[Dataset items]
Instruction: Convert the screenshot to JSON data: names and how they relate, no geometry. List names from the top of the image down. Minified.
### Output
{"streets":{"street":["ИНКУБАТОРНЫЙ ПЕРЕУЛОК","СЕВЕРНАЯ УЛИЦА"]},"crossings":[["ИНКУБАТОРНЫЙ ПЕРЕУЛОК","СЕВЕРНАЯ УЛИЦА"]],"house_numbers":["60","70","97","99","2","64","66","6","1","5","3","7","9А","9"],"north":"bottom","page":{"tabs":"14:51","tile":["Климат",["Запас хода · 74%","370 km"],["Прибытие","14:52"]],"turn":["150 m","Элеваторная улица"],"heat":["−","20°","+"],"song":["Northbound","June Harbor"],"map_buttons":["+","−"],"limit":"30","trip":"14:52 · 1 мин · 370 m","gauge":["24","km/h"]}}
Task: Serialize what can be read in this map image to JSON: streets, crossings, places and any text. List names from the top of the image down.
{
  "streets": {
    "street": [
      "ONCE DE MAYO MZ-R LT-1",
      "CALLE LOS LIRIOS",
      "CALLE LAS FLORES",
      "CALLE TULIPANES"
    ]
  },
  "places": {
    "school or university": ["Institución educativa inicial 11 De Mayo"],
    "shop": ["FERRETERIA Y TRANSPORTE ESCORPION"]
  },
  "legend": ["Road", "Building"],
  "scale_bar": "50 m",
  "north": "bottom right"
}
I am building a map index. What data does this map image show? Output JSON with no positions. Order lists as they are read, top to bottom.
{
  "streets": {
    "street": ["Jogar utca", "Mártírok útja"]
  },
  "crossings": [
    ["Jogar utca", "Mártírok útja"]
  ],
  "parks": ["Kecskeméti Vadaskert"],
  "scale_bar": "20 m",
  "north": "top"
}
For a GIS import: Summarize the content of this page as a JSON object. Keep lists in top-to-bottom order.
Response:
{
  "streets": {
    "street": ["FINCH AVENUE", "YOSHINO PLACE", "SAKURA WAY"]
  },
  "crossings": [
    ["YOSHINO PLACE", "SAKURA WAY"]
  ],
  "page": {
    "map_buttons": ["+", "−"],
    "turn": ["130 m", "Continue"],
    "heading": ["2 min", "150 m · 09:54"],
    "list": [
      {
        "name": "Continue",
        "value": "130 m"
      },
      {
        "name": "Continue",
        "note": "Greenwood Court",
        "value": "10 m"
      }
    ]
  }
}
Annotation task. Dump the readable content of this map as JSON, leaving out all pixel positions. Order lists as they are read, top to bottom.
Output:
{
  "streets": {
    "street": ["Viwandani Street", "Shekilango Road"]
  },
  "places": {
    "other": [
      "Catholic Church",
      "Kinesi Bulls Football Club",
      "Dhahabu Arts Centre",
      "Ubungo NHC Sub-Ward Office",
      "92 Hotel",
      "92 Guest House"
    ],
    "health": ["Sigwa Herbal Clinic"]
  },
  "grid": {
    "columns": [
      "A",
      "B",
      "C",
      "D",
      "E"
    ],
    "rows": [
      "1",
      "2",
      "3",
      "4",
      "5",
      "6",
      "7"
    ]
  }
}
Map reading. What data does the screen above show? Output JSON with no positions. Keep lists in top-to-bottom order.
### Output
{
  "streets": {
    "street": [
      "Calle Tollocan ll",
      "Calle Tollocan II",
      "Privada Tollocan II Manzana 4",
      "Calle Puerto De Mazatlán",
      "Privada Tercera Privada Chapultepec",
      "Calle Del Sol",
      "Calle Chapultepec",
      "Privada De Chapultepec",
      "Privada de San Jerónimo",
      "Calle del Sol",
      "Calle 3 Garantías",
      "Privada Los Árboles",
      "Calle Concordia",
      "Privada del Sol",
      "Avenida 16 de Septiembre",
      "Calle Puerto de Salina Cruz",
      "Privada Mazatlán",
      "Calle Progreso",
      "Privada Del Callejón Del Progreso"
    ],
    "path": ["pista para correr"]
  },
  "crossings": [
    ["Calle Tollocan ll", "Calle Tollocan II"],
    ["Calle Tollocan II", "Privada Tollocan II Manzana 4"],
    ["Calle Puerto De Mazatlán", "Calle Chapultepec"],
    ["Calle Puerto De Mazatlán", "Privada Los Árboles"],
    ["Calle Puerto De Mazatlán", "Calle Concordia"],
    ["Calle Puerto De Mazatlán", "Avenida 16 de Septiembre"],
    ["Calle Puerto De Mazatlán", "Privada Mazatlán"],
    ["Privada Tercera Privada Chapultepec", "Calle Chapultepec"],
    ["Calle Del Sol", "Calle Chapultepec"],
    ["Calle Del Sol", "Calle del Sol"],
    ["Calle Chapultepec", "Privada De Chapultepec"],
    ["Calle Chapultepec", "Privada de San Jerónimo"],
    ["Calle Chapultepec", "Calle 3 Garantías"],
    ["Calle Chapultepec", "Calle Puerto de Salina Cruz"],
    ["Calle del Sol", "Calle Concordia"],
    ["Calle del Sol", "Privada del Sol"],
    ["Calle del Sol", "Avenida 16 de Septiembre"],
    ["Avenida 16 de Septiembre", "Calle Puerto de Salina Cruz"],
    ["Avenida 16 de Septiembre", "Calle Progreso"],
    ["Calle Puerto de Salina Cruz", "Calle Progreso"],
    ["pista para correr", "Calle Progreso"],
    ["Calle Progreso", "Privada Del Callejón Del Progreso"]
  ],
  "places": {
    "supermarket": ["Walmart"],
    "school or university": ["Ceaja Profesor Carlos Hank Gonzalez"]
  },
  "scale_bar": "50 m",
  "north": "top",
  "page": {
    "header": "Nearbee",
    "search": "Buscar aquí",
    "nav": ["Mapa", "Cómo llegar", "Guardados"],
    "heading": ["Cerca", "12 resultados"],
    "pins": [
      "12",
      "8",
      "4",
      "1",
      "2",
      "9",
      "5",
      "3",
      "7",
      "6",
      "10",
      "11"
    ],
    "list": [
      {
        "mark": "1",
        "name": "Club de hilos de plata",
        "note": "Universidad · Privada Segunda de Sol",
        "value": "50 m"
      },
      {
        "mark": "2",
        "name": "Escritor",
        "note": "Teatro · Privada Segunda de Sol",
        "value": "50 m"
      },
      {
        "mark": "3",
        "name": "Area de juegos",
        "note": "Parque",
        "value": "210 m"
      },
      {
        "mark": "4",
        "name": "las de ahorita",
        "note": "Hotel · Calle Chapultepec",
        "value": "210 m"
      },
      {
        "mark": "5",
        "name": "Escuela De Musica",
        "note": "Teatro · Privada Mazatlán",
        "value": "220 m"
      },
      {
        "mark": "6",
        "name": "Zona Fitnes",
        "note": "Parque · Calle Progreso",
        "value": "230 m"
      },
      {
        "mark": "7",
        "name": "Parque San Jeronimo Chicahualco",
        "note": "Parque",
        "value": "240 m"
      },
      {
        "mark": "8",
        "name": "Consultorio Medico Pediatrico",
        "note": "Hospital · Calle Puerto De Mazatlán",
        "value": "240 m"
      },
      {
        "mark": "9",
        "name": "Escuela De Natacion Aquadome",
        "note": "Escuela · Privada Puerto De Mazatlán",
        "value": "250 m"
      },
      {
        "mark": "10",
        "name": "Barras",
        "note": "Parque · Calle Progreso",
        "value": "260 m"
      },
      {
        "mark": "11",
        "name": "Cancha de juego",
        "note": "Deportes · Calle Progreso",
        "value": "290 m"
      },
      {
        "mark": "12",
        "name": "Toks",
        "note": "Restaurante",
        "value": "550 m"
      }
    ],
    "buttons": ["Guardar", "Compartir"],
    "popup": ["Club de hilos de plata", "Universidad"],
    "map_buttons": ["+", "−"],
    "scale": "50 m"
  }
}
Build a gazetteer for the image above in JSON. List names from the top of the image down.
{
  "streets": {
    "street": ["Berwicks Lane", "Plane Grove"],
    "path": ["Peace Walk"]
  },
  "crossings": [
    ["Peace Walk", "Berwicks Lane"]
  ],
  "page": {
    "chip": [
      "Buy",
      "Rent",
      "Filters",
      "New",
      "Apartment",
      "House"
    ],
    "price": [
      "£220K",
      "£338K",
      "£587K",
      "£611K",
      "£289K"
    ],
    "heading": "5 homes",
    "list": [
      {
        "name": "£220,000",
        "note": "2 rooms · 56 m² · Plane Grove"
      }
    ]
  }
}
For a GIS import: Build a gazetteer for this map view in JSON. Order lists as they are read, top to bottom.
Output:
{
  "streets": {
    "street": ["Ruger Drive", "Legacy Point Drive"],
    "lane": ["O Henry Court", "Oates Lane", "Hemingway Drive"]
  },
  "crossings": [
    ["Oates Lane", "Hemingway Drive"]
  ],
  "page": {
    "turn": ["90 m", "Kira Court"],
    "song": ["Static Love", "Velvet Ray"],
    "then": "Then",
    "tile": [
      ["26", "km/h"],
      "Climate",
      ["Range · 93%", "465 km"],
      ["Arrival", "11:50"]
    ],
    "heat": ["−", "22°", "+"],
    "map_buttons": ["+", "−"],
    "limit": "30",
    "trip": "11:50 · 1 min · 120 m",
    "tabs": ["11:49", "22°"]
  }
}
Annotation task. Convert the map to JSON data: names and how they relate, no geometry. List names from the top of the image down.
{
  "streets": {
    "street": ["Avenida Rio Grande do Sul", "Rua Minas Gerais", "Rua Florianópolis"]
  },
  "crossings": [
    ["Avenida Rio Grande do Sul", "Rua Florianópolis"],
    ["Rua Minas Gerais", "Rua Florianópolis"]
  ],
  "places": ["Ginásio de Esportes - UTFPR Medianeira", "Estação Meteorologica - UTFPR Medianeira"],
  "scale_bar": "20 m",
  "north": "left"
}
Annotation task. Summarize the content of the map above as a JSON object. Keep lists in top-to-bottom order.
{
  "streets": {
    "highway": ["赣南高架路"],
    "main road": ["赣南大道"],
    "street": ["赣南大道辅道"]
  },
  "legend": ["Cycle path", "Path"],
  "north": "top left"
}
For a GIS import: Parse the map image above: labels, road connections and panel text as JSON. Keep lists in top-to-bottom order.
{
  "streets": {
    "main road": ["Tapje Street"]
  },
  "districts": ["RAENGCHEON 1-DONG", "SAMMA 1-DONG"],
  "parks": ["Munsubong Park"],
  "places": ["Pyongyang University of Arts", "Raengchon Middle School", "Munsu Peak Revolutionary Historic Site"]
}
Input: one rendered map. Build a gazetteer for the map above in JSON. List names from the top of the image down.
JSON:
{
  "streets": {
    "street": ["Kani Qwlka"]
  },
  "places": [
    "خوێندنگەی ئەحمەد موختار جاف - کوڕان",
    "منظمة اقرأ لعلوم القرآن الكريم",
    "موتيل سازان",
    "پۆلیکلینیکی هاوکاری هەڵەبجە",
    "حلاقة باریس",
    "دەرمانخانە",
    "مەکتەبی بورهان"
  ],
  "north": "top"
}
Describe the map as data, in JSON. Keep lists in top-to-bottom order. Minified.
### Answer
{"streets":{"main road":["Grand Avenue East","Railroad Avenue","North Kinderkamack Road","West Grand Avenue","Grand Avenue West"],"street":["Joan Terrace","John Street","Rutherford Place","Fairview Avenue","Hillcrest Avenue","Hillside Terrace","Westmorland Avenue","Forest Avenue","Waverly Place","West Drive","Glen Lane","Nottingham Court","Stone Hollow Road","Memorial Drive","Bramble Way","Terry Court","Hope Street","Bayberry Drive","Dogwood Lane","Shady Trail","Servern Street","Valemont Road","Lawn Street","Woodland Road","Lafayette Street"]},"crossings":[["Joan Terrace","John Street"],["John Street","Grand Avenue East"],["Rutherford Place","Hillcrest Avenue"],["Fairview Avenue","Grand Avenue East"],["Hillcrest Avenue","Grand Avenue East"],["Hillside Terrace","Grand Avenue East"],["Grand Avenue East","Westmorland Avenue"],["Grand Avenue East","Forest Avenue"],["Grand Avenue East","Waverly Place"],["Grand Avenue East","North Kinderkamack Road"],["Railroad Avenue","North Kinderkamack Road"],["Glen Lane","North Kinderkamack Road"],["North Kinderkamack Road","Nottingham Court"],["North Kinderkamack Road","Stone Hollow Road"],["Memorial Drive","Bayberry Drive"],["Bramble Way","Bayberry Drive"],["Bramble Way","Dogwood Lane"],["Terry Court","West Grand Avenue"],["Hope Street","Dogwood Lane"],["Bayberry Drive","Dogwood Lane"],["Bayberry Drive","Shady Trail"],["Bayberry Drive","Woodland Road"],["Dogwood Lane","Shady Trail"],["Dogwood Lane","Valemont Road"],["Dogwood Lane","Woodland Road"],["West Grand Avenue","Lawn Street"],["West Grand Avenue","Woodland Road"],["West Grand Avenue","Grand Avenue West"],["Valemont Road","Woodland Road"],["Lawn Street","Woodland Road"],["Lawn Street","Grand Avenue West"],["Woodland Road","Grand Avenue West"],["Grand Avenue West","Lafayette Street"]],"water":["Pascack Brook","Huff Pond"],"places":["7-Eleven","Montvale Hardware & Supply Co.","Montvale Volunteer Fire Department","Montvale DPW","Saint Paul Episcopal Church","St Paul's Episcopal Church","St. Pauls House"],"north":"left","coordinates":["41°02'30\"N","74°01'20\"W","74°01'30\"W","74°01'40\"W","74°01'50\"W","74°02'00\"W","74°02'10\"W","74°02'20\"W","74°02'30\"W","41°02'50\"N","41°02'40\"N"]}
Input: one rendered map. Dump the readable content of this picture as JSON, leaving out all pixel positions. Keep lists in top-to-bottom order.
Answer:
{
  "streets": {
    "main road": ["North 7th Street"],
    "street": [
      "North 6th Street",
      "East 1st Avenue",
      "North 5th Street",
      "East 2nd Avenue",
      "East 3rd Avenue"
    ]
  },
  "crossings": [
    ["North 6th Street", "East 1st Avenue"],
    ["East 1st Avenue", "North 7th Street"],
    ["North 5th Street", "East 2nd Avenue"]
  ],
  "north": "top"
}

_Required work_
Only lines that contain "Garantías" are needed, so copy each of them from the data.

_Expected answer_
      "Calle 3 Garantías",
    ["Calle Chapultepec", "Calle 3 Garantías"],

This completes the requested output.